Once again, an abortion-related measure breaks partisan barriers

The idea behind Issue 1, the initiative rejected by Ohio voters on Tuesday night, was to make it harder to amend the state constitution by requiring a higher percentage of the vote to do so. The intent of the measure was obvious: Advocates for abortion rights had successfully put an amendment expanding access to the procedure on the ballot in November. So opponents intervened, offering up Issue 1 to force the November amendment to clear a higher bar.

There are a lot of lessons to take away from the overwhelming rejection of Issue 1, certainly. But one is that, if those results and the results of other states are any indication, the November amendment in support of abortion would probably have cleared that higher bar anyway.

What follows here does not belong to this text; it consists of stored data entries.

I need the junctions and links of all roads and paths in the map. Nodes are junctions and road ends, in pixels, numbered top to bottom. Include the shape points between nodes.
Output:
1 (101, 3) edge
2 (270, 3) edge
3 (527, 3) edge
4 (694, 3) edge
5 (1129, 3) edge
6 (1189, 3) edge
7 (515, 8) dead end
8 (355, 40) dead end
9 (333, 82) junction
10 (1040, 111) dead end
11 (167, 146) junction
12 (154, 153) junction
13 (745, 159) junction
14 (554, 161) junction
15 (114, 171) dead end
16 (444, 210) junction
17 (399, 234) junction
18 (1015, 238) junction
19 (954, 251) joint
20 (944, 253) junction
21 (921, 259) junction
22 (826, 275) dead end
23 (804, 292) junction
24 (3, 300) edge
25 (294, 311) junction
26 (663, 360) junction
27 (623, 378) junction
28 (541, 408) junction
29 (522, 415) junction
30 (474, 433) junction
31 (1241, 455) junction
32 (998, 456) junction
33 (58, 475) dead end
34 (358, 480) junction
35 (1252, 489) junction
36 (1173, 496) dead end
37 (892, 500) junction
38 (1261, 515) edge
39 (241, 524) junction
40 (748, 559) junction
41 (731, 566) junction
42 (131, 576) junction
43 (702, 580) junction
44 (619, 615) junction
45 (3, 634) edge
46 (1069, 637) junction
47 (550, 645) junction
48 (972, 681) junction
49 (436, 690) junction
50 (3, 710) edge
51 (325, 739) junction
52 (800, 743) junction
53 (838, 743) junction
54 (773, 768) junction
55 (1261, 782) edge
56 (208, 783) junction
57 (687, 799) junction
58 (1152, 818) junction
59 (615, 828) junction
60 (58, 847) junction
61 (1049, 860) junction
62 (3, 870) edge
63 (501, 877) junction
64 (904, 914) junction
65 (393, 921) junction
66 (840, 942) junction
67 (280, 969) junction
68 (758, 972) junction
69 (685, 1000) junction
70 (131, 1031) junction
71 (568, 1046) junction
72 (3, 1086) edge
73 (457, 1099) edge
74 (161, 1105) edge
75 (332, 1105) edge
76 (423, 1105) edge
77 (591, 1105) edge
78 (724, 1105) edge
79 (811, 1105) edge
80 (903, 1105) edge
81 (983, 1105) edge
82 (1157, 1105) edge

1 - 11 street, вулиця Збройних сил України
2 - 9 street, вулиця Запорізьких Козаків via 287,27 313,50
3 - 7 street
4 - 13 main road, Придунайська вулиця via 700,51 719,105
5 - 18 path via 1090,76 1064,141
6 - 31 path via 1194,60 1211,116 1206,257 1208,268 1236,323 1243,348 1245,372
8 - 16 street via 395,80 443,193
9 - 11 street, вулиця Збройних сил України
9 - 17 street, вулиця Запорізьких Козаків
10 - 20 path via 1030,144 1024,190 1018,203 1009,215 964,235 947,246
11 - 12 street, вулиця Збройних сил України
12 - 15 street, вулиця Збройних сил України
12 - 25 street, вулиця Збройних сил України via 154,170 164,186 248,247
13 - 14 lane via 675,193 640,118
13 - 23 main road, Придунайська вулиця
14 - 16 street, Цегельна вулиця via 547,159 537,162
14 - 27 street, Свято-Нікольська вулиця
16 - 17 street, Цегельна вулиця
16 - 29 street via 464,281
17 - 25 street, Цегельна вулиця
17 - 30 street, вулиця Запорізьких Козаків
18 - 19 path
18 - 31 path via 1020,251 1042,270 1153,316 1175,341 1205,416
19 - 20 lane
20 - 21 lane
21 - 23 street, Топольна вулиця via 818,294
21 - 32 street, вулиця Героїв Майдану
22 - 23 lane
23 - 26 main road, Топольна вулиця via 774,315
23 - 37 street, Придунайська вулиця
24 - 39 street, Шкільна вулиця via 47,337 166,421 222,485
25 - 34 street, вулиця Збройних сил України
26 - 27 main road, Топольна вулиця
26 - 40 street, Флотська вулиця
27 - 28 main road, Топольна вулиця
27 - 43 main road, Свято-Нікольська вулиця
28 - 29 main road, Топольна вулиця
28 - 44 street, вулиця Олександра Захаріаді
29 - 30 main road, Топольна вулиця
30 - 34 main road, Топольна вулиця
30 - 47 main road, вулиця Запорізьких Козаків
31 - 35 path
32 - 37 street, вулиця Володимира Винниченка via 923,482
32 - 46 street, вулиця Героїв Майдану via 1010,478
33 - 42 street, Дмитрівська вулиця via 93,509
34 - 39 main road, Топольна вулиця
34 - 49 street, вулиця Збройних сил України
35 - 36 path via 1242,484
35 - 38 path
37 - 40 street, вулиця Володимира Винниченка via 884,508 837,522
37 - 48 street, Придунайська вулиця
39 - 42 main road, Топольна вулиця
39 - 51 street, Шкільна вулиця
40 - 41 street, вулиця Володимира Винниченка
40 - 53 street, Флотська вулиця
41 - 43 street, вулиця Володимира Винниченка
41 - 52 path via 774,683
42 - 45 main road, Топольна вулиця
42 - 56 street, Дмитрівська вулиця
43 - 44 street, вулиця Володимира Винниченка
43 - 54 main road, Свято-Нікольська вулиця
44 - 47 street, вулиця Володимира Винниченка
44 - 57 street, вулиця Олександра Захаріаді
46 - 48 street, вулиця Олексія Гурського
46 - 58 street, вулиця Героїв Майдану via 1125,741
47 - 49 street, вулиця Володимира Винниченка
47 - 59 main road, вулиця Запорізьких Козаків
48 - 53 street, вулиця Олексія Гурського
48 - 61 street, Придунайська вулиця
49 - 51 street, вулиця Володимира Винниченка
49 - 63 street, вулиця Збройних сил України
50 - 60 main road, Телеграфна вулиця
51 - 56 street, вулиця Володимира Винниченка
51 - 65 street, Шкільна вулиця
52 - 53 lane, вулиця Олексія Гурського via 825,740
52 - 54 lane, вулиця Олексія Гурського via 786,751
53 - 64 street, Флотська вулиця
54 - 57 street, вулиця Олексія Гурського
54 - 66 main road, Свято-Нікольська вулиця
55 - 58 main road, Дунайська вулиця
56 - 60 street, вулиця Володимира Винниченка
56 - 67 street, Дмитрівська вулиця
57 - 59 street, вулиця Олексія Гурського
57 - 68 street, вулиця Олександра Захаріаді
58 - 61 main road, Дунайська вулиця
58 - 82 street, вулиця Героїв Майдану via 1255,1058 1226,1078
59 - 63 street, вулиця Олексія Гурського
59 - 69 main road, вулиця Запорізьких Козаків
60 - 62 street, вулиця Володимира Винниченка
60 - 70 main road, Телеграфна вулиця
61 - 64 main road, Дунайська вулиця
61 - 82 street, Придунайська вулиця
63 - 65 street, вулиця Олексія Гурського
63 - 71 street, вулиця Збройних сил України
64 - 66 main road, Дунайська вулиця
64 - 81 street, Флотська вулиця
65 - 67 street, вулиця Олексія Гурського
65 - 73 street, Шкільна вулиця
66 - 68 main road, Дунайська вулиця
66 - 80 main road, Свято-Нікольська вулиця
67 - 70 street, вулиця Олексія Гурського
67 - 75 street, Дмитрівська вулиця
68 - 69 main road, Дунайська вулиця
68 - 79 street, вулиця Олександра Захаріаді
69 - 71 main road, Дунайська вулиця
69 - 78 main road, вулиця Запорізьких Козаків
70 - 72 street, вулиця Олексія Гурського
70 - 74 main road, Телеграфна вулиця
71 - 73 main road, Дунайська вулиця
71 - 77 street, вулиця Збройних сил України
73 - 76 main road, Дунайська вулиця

The Supreme Court’s reversal of Roe v. Wade last year triggered a number of state-level fights centered on abortion access. Usually, those decisions are being made by state legislatures, with some states restricting access and others securing it. When the question has been put to the electorate, though, the pattern has been consistent in one direction: Voters keep demonstrating their support for access to abortion.

In fact, abortion measures continue to break through partisan walls, landing consistently to the left of the presidential vote nearly everywhere in every state that’s held a vote. A review of six statewide votes since last year, including Ohio’s, shows that in 500 of 510 counties, access to abortion outperformed President Biden’s 2020 results. Across those counties, including a lot of deep-red ones, the margin of support for abortion access topped Biden’s 2020 margin by an average of 26 points, a significant shift to the left.

Looking at county-level results, the gap between support for abortion access (support for minus opposition to the ballot measure, initiative or amendment) and support for Biden (Biden’s county-level support minus Donald Trump’s in 2020) was wider in red states. This makes some sense, given that blue states had more support for Biden in the first place, making it harder to see significantly wider support for abortion access. Regardless, the average gap across counties in California was 11 points and in Michigan, 17. In Ohio, it was 22 points and in Kansas, 37.

Similarly, large urban counties showed narrower gaps than rural ones, again because the former had more support for Biden in 2020. In those counties, support for access to abortion outperformed Biden by 9 points. In rural counties, it was 28 points.

Comparing the two metrics directly, you can see that counties that voted for Trump in 2020 generally had bigger gaps between their presidential results and the results on the ballot initiative. On the graph below, any county (indicated with a circle) that lands above the diagonal line saw a shift to the left relative to 2020 when voting on the ballot measures. As mentioned above, nearly every county lands above the line.

There are important differences between the measures on the ballot in each state, of course, and different levels of threat to abortion access in each state. But the pattern is nonetheless consistent — and it consistently breaks the familiar Democrat-Republican divide in politics.

“Issue One and this suppressive election effort was not only shameful but sinister,” Rep. Shontel Brown (D-Ohio) wrote on social media after the vote in her state failed, “and voters showed up in a bipartisan way and rightly rejected it.”

In Ohio, about one-fifth of counties that voted for Trump in 2020 opposed Issue 1. The same pattern held in the six states included above. Of the 510 counties included in the analysis, only two counties that voted for Biden in 2020 also opposed access to abortion. Among Trump-voting counties, 81 supported that access.

To use the parlance of political observers, abortion, particularly when presented to voters directly, is an effective wedge issue for the left.